-- Saved entries --
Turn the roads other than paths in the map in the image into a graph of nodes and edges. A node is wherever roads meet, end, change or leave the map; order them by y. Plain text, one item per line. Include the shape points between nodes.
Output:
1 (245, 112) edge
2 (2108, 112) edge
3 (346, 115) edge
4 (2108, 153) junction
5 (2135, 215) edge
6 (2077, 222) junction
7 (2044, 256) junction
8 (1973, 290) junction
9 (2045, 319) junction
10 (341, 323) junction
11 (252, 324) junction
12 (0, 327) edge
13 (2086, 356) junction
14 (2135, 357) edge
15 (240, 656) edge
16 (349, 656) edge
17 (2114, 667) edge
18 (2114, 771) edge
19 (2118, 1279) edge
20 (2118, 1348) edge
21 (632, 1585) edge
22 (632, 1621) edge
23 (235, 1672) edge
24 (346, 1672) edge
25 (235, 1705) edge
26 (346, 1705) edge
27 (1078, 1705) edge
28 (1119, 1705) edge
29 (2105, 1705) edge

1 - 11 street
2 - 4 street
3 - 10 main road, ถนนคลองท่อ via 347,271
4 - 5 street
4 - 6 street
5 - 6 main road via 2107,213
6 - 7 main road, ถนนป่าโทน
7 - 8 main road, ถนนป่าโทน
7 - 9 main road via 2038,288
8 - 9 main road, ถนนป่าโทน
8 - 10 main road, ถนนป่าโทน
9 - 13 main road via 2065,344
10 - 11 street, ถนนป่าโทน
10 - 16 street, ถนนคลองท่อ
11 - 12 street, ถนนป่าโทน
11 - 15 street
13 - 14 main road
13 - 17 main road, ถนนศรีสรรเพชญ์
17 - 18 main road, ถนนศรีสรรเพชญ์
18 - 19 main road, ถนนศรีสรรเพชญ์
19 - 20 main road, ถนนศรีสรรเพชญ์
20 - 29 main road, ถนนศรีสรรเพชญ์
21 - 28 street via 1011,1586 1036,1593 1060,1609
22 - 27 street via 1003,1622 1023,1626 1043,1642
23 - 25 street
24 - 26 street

-- PROBLEM REQUIREMENTS --
Of all the lines in the data above, show only those that hold the word "ถนนคลองท".

-- SOLUTION FOR THIS PROBLEM --
3 - 10 main road, ถนนคลองท่อ via 347,271
10 - 16 street, ถนนคลองท่อ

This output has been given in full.